Pedofil w show-biznesie. Mechanizm działania był prosty...

Pedofil w show-biznesie. Mechanizm działania był prosty...

Dodano:   /  Zmieniono: 
(fot.sxc.hu) 
Paweł P., poszukiwany listem gończym za przestępstwa pedofilskie, zajmował się wyławianiem i promowaniem młodych talentów.
Czekam na operację serca. Mam 20 proc. szans na przeżycie – tłumaczył Paweł P. chłopcom, którymi się opiekował. Nie wątpili. Znikał raz w miesiącu na jeden, dwa dni. Wyłączał telefony, nie udzielał się w internecie. Mówił, że jedzie na badania, na przygotowania do operacji. Współczuli. Zapewniał, że wie, jak z młodych utalentowanych chłopców zrobić wielkie gwiazdy. Wierzyli.
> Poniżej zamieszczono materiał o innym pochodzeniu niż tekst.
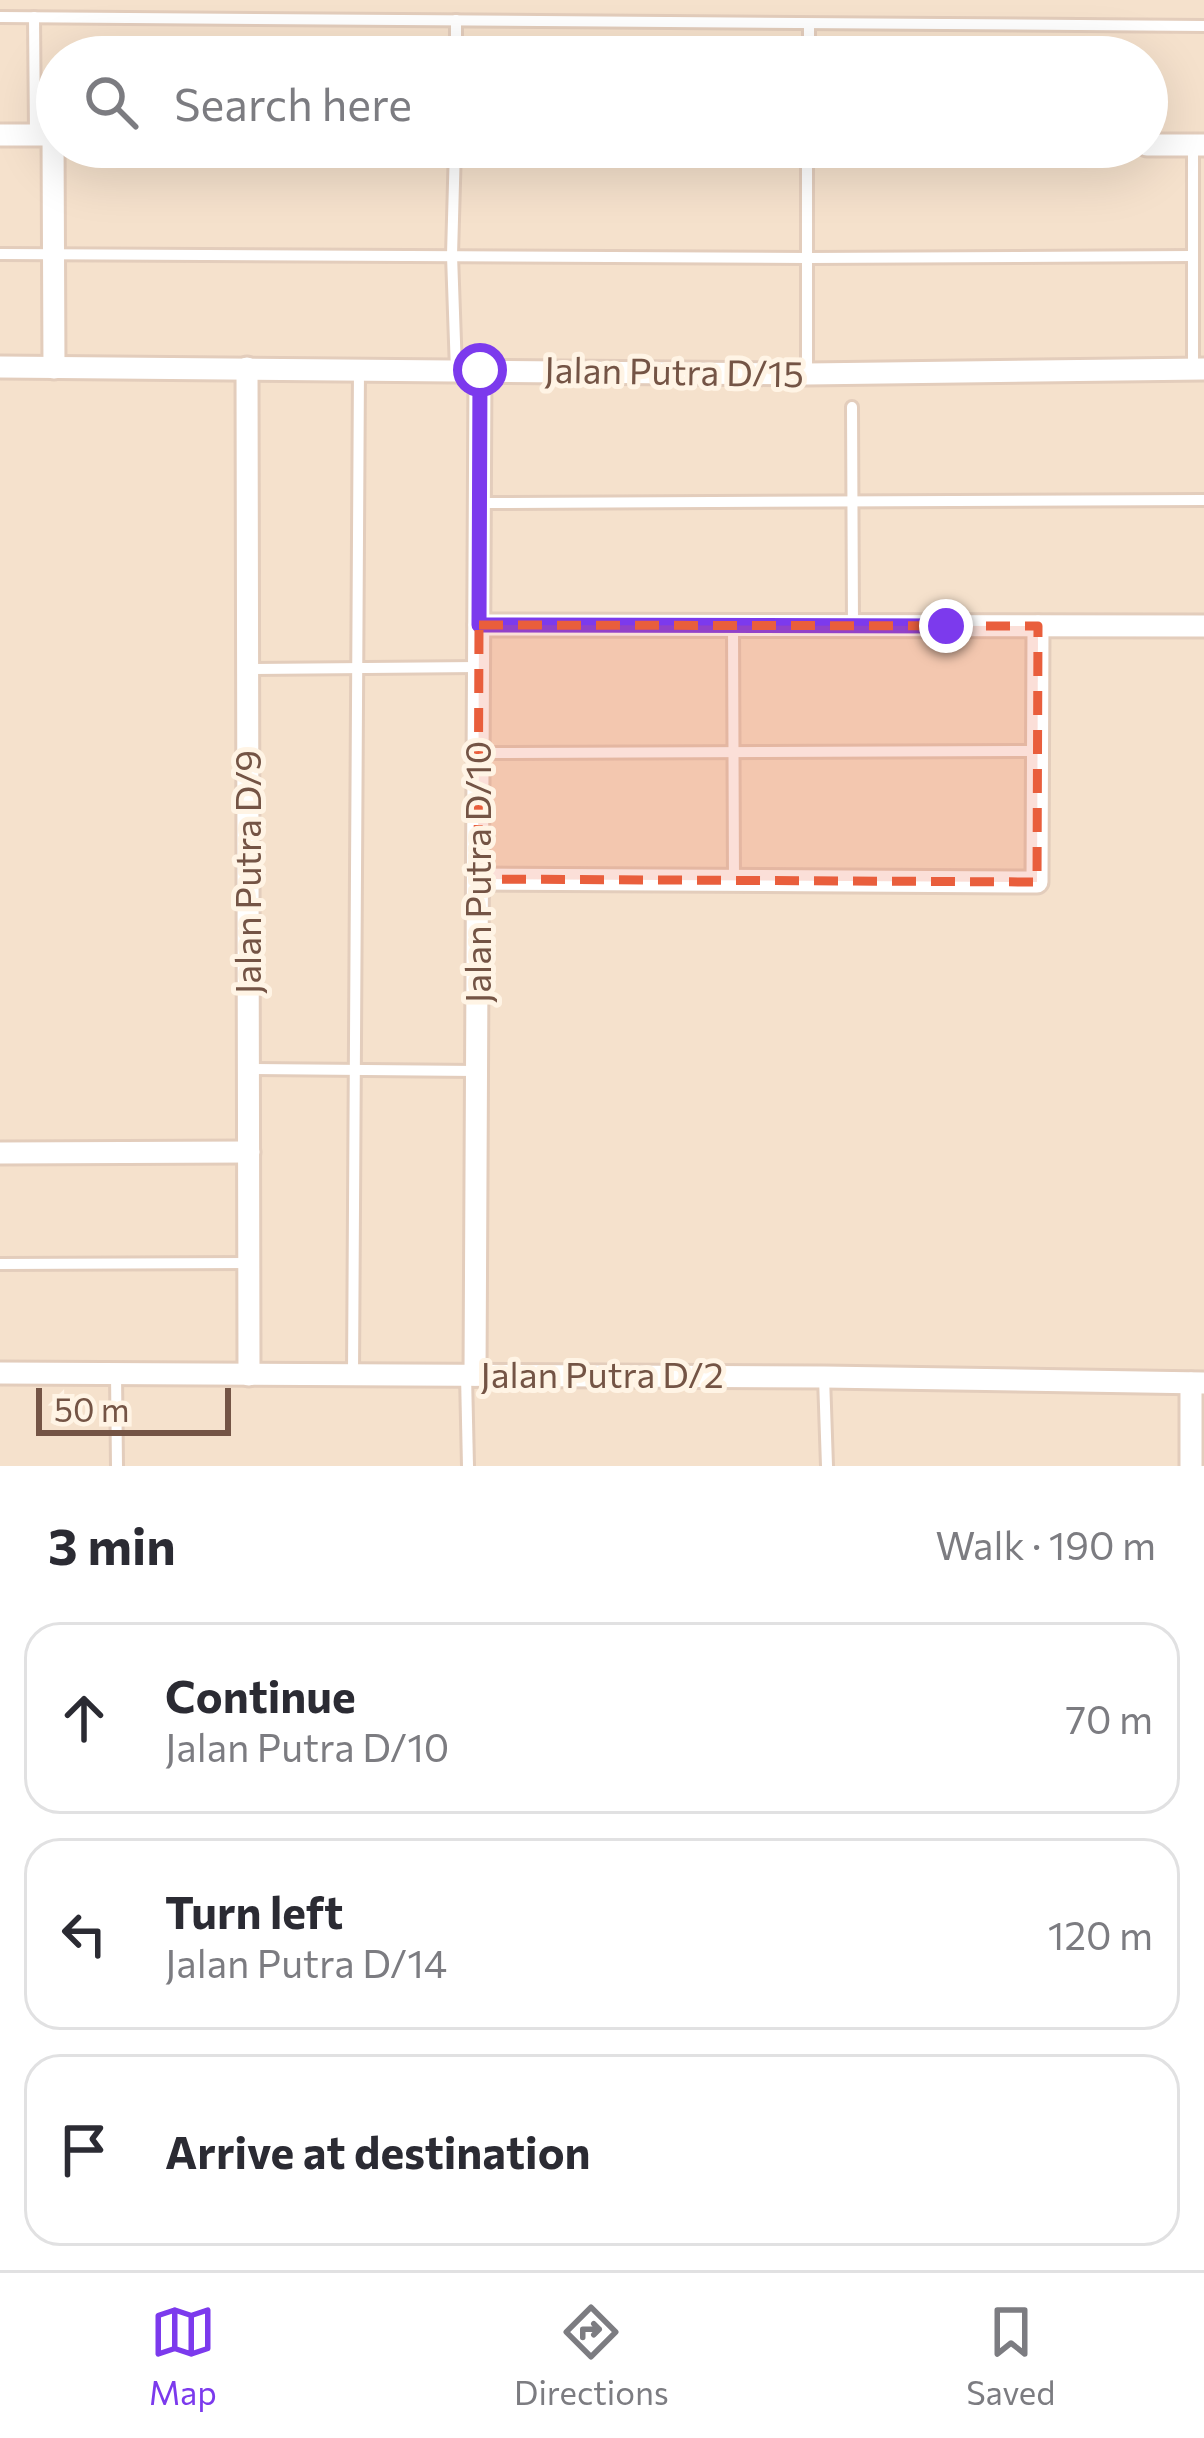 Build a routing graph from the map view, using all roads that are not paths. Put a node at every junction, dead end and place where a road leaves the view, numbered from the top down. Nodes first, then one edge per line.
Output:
1 (0, 17) edge
2 (34, 17) junction
3 (456, 20) junction
4 (809, 24) junction
5 (1204, 26) edge
6 (36, 36) edge
7 (456, 36) edge
8 (809, 36) edge
9 (0, 135) edge
10 (36, 135) edge
11 (1198, 145) edge
12 (49, 168) edge
13 (454, 168) edge
14 (807, 168) edge
15 (0, 254) edge
16 (53, 254) junction
17 (452, 256) junction
18 (1193, 256) junction
19 (808, 259) junction
20 (0, 368) edge
21 (54, 368) junction
22 (247, 368) junction
23 (359, 369) junction
24 (1198, 369) edge
25 (456, 370) junction
26 (480, 370) junction
27 (807, 374) junction
28 (852, 407) dead end
29 (1204, 500) edge
30 (852, 501) junction
31 (480, 503) junction
32 (479, 625) junction
33 (733, 626) junction
34 (853, 626) junction
35 (1038, 626) junction
36 (1204, 626) edge
37 (479, 667) junction
38 (358, 668) junction
39 (248, 669) junction
40 (1038, 751) junction
41 (733, 752) junction
42 (478, 753) junction
43 (478, 879) junction
44 (734, 880) junction
45 (248, 1069) junction
46 (355, 1071) junction
47 (477, 1071) junction
48 (248, 1152) junction
49 (0, 1153) edge
50 (248, 1263) junction
51 (0, 1264) edge
52 (0, 1372) edge
53 (116, 1374) junction
54 (249, 1375) junction
55 (353, 1375) junction
56 (471, 1375) junction
57 (824, 1377) junction
58 (1197, 1383) edge
59 (117, 1466) edge
60 (468, 1466) edge
61 (827, 1466) edge
62 (1191, 1466) edge

1 - 2 lane
2 - 3 lane
2 - 6 lane
3 - 4 lane
3 - 7 lane
4 - 5 lane
4 - 8 lane
9 - 10 street
11 - 18 lane
12 - 16 street
13 - 17 lane
14 - 19 lane
15 - 16 lane
16 - 17 lane
16 - 21 street
17 - 19 lane
17 - 25 lane
18 - 19 lane
18 - 24 lane
19 - 27 lane
20 - 21 street, Jalan Putra D/15
21 - 22 street, Jalan Putra D/15
22 - 23 street, Jalan Putra D/15
22 - 39 street, Jalan Putra D/9
23 - 25 street, Jalan Putra D/15
23 - 38 lane
24 - 27 street, Jalan Putra D/15
25 - 26 street, Jalan Putra D/15
26 - 27 street, Jalan Putra D/15
26 - 31 street, Jalan Putra D/10
28 - 30 lane
29 - 30 lane
30 - 31 lane
30 - 34 lane
31 - 32 street, Jalan Putra D/10
32 - 33 street
32 - 37 street, Jalan Putra D/10
33 - 34 street
33 - 41 lane
34 - 35 street
35 - 36 street
35 - 40 street
37 - 38 lane
37 - 42 street, Jalan Putra D/10
38 - 39 lane
38 - 46 lane
39 - 45 street, Jalan Putra D/9
40 - 41 lane
40 - 44 street
41 - 42 lane
41 - 44 lane
42 - 43 street, Jalan Putra D/10
43 - 44 street
43 - 47 street, Jalan Putra D/10
45 - 46 lane
45 - 48 street, Jalan Putra D/9
46 - 47 lane
46 - 55 lane
47 - 56 street, Jalan Putra D/10
48 - 49 street
48 - 50 street, Jalan Putra D/9
50 - 51 lane
50 - 54 street, Jalan Putra D/9
52 - 53 street, Jalan Putra D/2
53 - 54 street, Jalan Putra D/2
53 - 59 lane
54 - 55 street, Jalan Putra D/2
55 - 56 street, Jalan Putra D/2
56 - 57 street, Jalan Putra D/2
56 - 60 lane
57 - 58 street, Jalan Putra D/2
57 - 61 lane
58 - 62 street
Paweł P. mechanizm działania miał prosty. Śledził programy typu talent show. Zwracał uwagę tylko na utalentowanych młodych chłopców. Zgłaszał się do nich, do ich rodziców i proponował swoje usługi menedżerskie. Na wizytówce widniała nazwa jego firmy EMTeam. – Dziwiłem się, że interesują go tylko młodzi chłopcy. Pytałem, dlaczego nie zajmie się dorosłymi artystami. Ale że ktoś jest menedżerem chłopców, nie świadczy jeszcze o tym, że jest pedofilem. Prawda? Niech pani nie pisze mojego nazwiska. Mam dużo pracy, robię muzykę, nie chcę nawet myśleć o tym pedofilu – mówi Piotr, człowiek, który z Pawłem P. współpracował przez ostatnie trzy lata. – Teraz myślę, że samotny 30-letni facet otaczający się chłopcami powinien wzbudzić podejrzenia wszystkich. I moje. I ludzi, z którymi Paweł P. współpracował – w Radiu Eska, "Dzień dobry TVN”, "Jaka to melodia?”, w agencjach koncertowych. Wszędzie. A jest cisza. Nie dziwi to pani? Dziwi.

Medialna cisza

– Chce pani oficjalne oświadczenie czy rozmawiamy anonimowo? – słyszę od pracownika jednego z telewizyjnych talent show. – Przy tych młodych ludziach kręci się zawsze sporo osób. Rodzice, rodzina, przyjaciele. Jak widać, mogą się kręcić też pedofile. Nie sprawdzamy wszystkich. To nierealne. Człowiek z produkcji "Jaka to melodia?”: – Często sprawy załatwiamy e-mailem lub przez telefon. W czwartek 13 lutego w mediach w całej Polsce pojawiły się krótkie informacje: wielkopolska policja zatrzymała pedofila. To 30-letni menedżer nastoletniego piosenkarza poszukiwany listem gończym. Cztery lata siedział w więzieniu za gwałt i molestowanie seksualne osoby nieletniej. Po wyjściu zajął się rozpowszechnianiem dziecięcej pornografii. Dostał za to kolejny wyrok – trzy lata więzienia, jednak nie zgłosił się do odbycia kary, więc w październiku 2013 r. wysłano za nim list gończy.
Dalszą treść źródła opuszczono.